Philippine Airlines (PAL) is the international airline of the Philippines. It also serves many domestic destinations.

The airport's main hub is in Ninoy Aquino International Airport in Pasay City and Parañaque City, Philippines in Metro Manila, nearby the city of Manila.

Philippine Airlines was began in February 1941 by a group of businessmen led by Andres Soriano. Government investment in September of the same year paved the way for its nationalization.

It started operations with a single Beech Model 18 aircraft making one flight daily between Manila and Baguio.

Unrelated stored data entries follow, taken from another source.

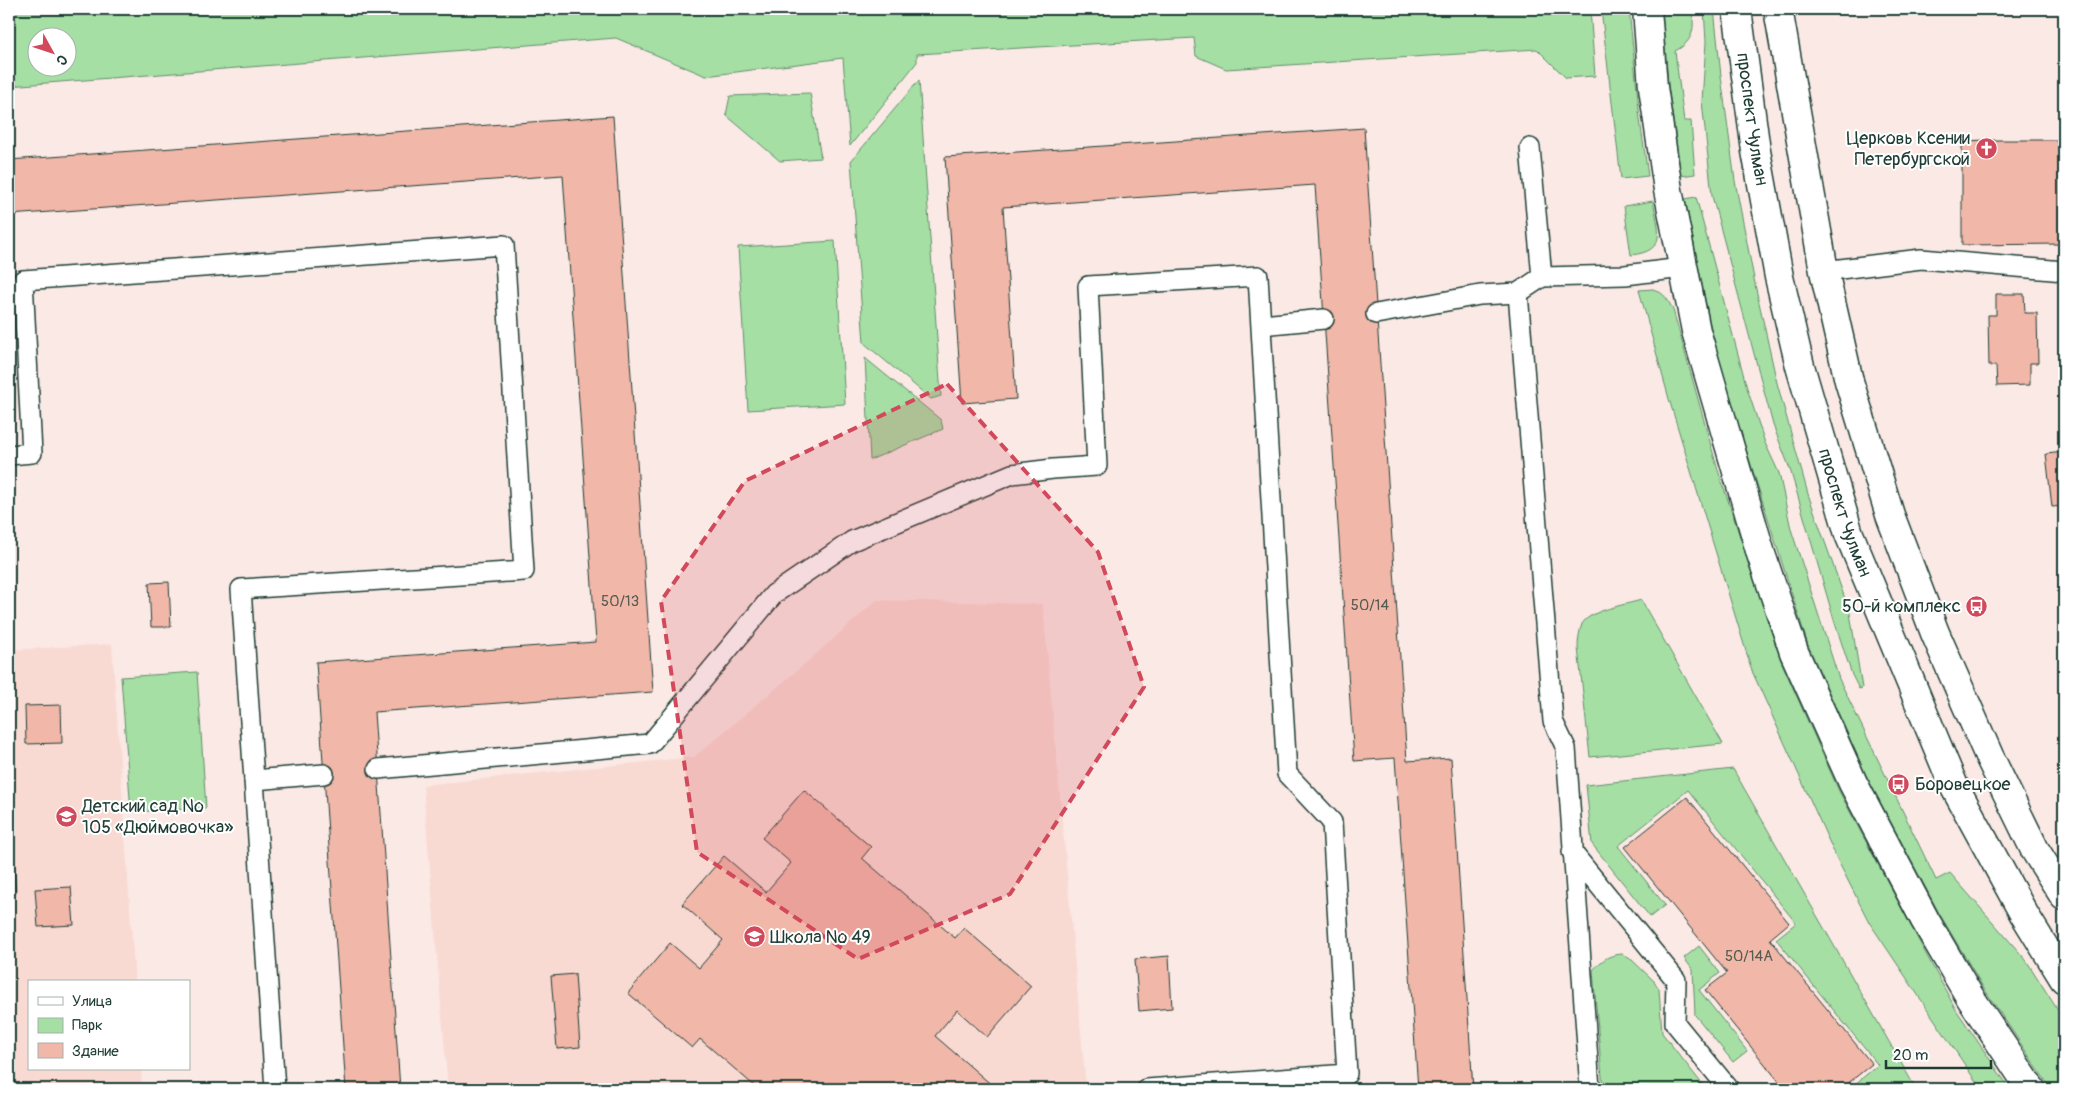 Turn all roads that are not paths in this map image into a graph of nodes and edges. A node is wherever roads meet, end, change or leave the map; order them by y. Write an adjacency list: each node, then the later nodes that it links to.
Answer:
1 (1647, 9): 5 (main road)
2 (1738, 9): 19 (main road, проспект Чулман)
3 (1778, 9): 6 (main road)
4 (1530, 148): 8 (lane)
5 (1682, 268): 8 (lane); 24 (main road)
6 (1824, 271): 7 (lane); 18 (main road)
7 (2064, 271)
8 (1542, 278): 9 (lane)
9 (1518, 293): 10 (lane); 17 (lane)
10 (1376, 314)
11 (1324, 319): 12 (lane)
12 (1262, 325): 14 (lane); 21 (lane)
13 (9, 455): 16 (lane)
14 (378, 769)
15 (324, 774): 16 (lane)
16 (254, 780): 20 (lane)
17 (1572, 852): 22 (lane); 23 (lane)
18 (2064, 896)
19 (2064, 979)
20 (275, 1089)
21 (1148, 1089)
22 (1590, 1089)
23 (1729, 1089)
24 (2031, 1089)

In 1946, after the war, PAL resumed operations with services to 15 domestic points. Its fleet consisted of five Douglas DC-3ss. In the same year, a chartered DC-4 ferries 40 American servicemen to California, making PAL the first Asian airline to cross the Pacific. In the same year, it started regular service between Manila and San Francisco. Philippine Airlines nowadays uses a fleet of all GE-powered Boeing 737-300's and 737-400's, 747-400's and Airbus A320, A330-300's, A340-300's.

PAL has 21 crash records, the last one being in 1999 and most of them being in its earlier years.

Now at 61, it has a modern fleet of aircraft and a route network that spans 22 foreign cities (Amsterdam, Bangkok, Busan, Cairo, Doha, Dubai, Fukuoka, Guam, Ho Chi Minh, Hong Kong, Honolulu, Jakarta, Kota Kinabalu, Kuala Lumpur, Los Angeles, Melbourne, Okinawa, Osaka, Riyadh, San Francisco, Seoul, Shanghai, Singapore, Sydney, Taipei, Tokyo and Vancouver) and 19 domestic points (Bacolod, Butuan, Cagayan de Oro, Cebu City, Cotabato City, Davao City, Dipolog, Dumaguete, General Santos City, Iloilo City, Kalibo, Legazpi, Naga, Puerto Princesa, Roxas City, Tacloban, Tagbilaran, Tuguegarao and Zamboanga City).

On December 11, 1994, a small bomb exploded below the seat of a Japanese businessman on Philippine Airlines Flight 434. The businessman perished, but none of the other 293 passengers were killed. The Boeing 747-200 landed safely. Investigators later found that Ramzi Yousef, an Al-Qaeda terrorist, planted the bomb there to test it out for a terrorist attack he was planning, Project Bojinka. The plan was foiled after an apartment fire in Manila led investigators to the laptop computer and disks containing the plan.